A group of Tibetan monks is creating a sand mandala at the University of Massachusetts Fine Arts Gallery this week. Although we were unable to go during the day to see the monks in action, we were able to see their "handiwork of devotion" this evening before the gallery closed.
The mandala is created after an opening ceremony to bless the room and make it conducive for this deeply spiritual and devotional ritual. The monks then spend 3-4 days using beautifully and richly-colored sand to create a design based upon Tibetan cosmology and sacred geometric designs. Poignantly, once the sand painting has been completed after three days of painstaking and ceremonial labor, it is ritualistically destroyed as a lesson in the impermanence of all things. The sand from the mandala is then released in a running body of water in order to share the energy of the mandala with the world at large.
Coupled with performances by Tibetan artists, video installations of Tibetan culture, and other informative lectures, the Tibetan culture is being duly revered and honored this week here in Amherst. This is even more special based upon the fact that many Tibetans have chosen to make Western Massachusetts---and especially our beloved "Pioneer Valley"---home, as part of a concerted Tibetan resettlement project. Our Tibetan neighbors are an integral part of our community, and add a great deal to our town's cultural richness.

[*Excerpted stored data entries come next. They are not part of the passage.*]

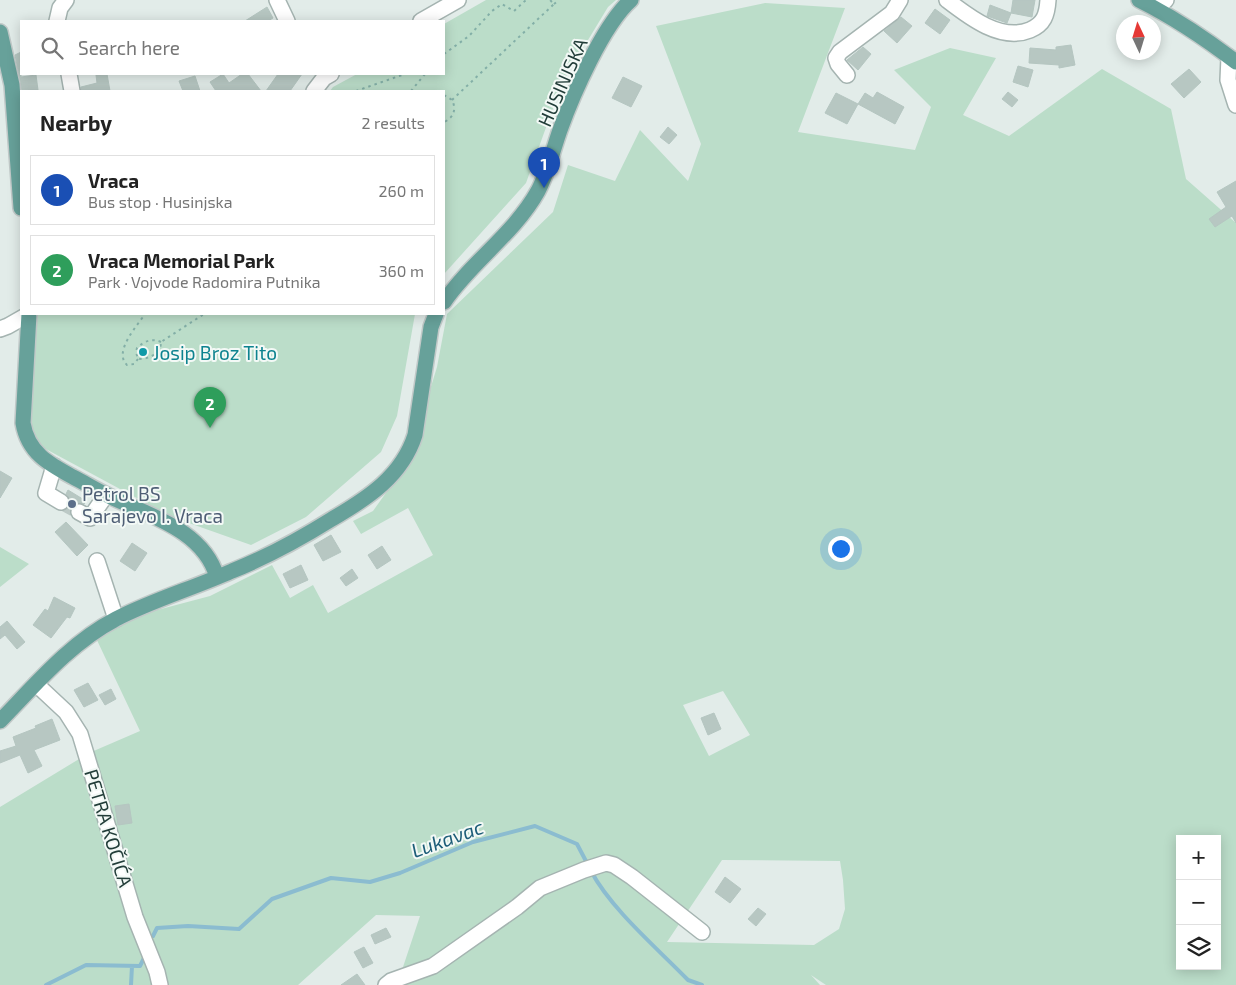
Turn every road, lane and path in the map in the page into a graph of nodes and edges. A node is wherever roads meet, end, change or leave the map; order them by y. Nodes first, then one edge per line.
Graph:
1 (66, 0) edge
2 (277, 0) edge
3 (458, 0) edge
4 (526, 0) edge
5 (550, 0) edge
6 (559, 0) edge
7 (632, 0) edge
8 (900, 0) edge
9 (947, 0) edge
10 (1048, 0) edge
11 (1139, 0) edge
12 (554, 4) junction
13 (1161, 4) edge
14 (57, 20) edge
15 (286, 20) edge
16 (423, 20) edge
17 (0, 32) edge
18 (445, 53) edge
19 (1233, 59) edge
20 (69, 75) edge
21 (326, 75) edge
22 (402, 75) edge
23 (425, 75) edge
24 (847, 75) dead end
25 (72, 90) edge
26 (315, 90) edge
27 (359, 90) edge
28 (412, 90) edge
29 (445, 96) edge
30 (452, 100) junction
31 (1236, 105) edge
32 (445, 122) edge
33 (20, 183) edge
34 (445, 301) edge
35 (27, 315) edge
36 (29, 315) edge
37 (144, 315) edge
38 (202, 315) edge
39 (435, 316) edge
40 (0, 329) edge
41 (161, 342) junction
42 (138, 359) junction
43 (54, 466) junction
44 (106, 495) junction
45 (61, 502) tunnel mouth
46 (79, 512) tunnel mouth
47 (98, 562) dead end
48 (217, 577) junction
49 (116, 619) junction
50 (36, 684) junction
51 (0, 721) edge
52 (702, 932) dead end
53 (160, 985) edge
54 (386, 985) edge

1 - 14 street
2 - 15 street
3 - 16 street
4 - 18 path
5 - 12 path
6 - 12 path
7 - 34 main road, HUSINJSKA
8 - 24 street
9 - 10 street
11 - 13 main road
12 - 30 path
13 - 19 main road
17 - 33 main road
19 - 31 street
20 - 25 street
21 - 26 street
22 - 27 path
23 - 28 path
29 - 30 path
30 - 32 path
35 - 40 street
36 - 43 main road
37 - 42 path
38 - 41 path
39 - 48 main road
41 - 42 path
41 - 42 path
43 - 44 main road
43 - 45 street
44 - 46 street
44 - 48 main road
47 - 49 street
48 - 49 main road
49 - 50 main road
50 - 51 main road
50 - 53 street, PETRA KOČIĆA
52 - 54 street

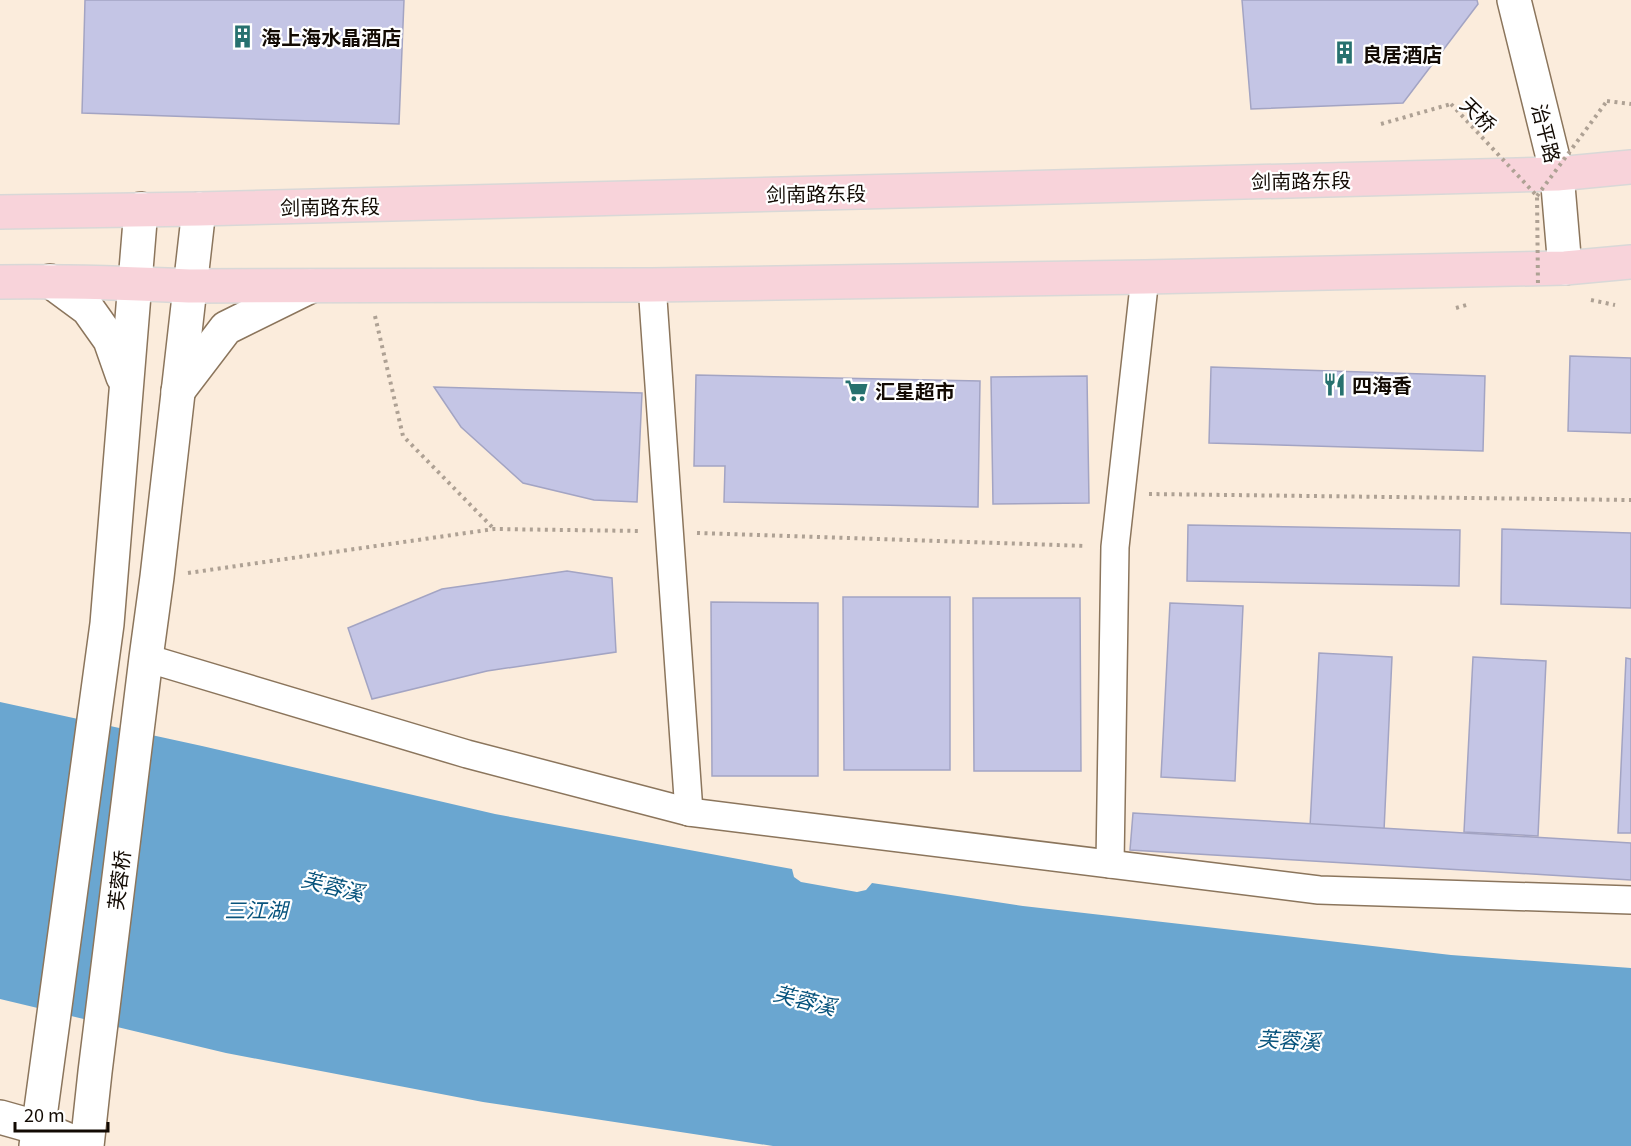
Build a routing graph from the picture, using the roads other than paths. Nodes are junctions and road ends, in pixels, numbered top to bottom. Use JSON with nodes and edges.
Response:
{"nodes":[{"id":1,"x":1514,"y":0,"type":"edge"},
{"id":2,"x":1631,"y":167,"type":"edge"},
{"id":3,"x":1547,"y":185,"type":"junction"},
{"id":4,"x":141,"y":209,"type":"junction"},
{"id":5,"x":199,"y":209,"type":"junction"},
{"id":6,"x":0,"y":212,"type":"edge"},
{"id":7,"x":1631,"y":262,"type":"edge"},
{"id":8,"x":1565,"y":268,"type":"junction"},
{"id":9,"x":1145,"y":277,"type":"junction"},
{"id":10,"x":50,"y":281,"type":"junction"},
{"id":11,"x":0,"y":282,"type":"edge"},
{"id":12,"x":134,"y":283,"type":"junction"},
{"id":13,"x":652,"y":285,"type":"junction"},
{"id":14,"x":189,"y":286,"type":"junction"},
{"id":15,"x":311,"y":286,"type":"junction"},
{"id":16,"x":126,"y":385,"type":"junction"},
{"id":17,"x":178,"y":391,"type":"junction"},
{"id":18,"x":144,"y":673,"type":"junction"},
{"id":19,"x":689,"y":812,"type":"junction"},
{"id":20,"x":1110,"y":864,"type":"junction"},
{"id":21,"x":1631,"y":900,"type":"edge"},
{"id":22,"x":0,"y":1117,"type":"edge"},
{"id":23,"x":37,"y":1137,"type":"edge"},
{"id":24,"x":85,"y":1146,"type":"edge"}],
"edges":[{"from":1,"to":3,"type":"main road","name":"治平路"},
{"from":2,"to":3,"type":"highway","name":"剑南路东段"},
{"from":3,"to":5,"type":"highway","name":"剑南路东段"},
{"from":3,"to":8,"type":"main road","name":"治平路"},
{"from":4,"to":5,"type":"highway","name":"剑南路东段"},
{"from":4,"to":6,"type":"highway","name":"剑南路东段"},
{"from":4,"to":12,"type":"main road"},
{"from":5,"to":14,"type":"main road","name":"芙蓉桥"},
{"from":7,"to":8,"type":"highway"},
{"from":8,"to":9,"type":"highway"},
{"from":9,"to":13,"type":"highway"},
{"from":9,"to":20,"type":"street"},
{"from":10,"to":11,"type":"highway"},
{"from":10,"to":12,"type":"highway"},
{"from":10,"to":16,"type":"main road"},
{"from":12,"to":14,"type":"highway"},
{"from":12,"to":16,"type":"main road"},
{"from":13,"to":15,"type":"highway"},
{"from":13,"to":19,"type":"street"},
{"from":14,"to":15,"type":"highway"},
{"from":14,"to":17,"type":"main road","name":"芙蓉桥"},
{"from":15,"to":17,"type":"main road"},
{"from":16,"to":23,"type":"main road"},
{"from":17,"to":18,"type":"main road","name":"芙蓉桥"},
{"from":18,"to":19,"type":"street"},
{"from":18,"to":24,"type":"main road","name":"芙蓉桥"},
{"from":19,"to":20,"type":"street"},
{"from":20,"to":21,"type":"street"},
{"from":22,"to":23,"type":"main road"},
{"from":23,"to":24,"type":"main road"}]}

It is impermanence which informs much of my work vis-a-vis individuals who are dying, finishing their time on Earth, preparing to leave this plane for the next, whatever that may or may not be. Like my recent small epiphanies as I stare into the eyes of the patient of whom I have written so much lately, this concept must make its mark on one's soul and psyche. In this world of exponentially increasing consumerism and ownership of treasured objects and assets, one must be reminded---ad nauseum, if necessary---of the thread-like strings which so loosely bind us to these "things" which we think define us. The computer, the house, the car, the clothes, the CDs, the books, the money, the stocks---these are not us, but we incorporate them as part of our identity, our sense of being. Add to this the impermanence and fluidity of health and even life itself, and mortality begins to seem like one giant lesson in letting go, realizing that the grip of the material world is, at best, a weak and unenlightened grasping at straws, if not an illusion altogether.
So the next time I fret about my slow Internet connection or malfunctioning flashlight, I must remember the mandala and the lesson it bears. But the lure of the material world is powerful and I will no doubt fall prey to its persistent voice again and again. But that mandala---and other practices like it---can make an indelible and unforgettable mark if one will allow the magic to penetrate the noise from time to time.
It's been said that the only certainties in life are death and taxes, but I would beg to differ. I would say that the only certainty in life is impermanence itself. And that is a permanent condition.....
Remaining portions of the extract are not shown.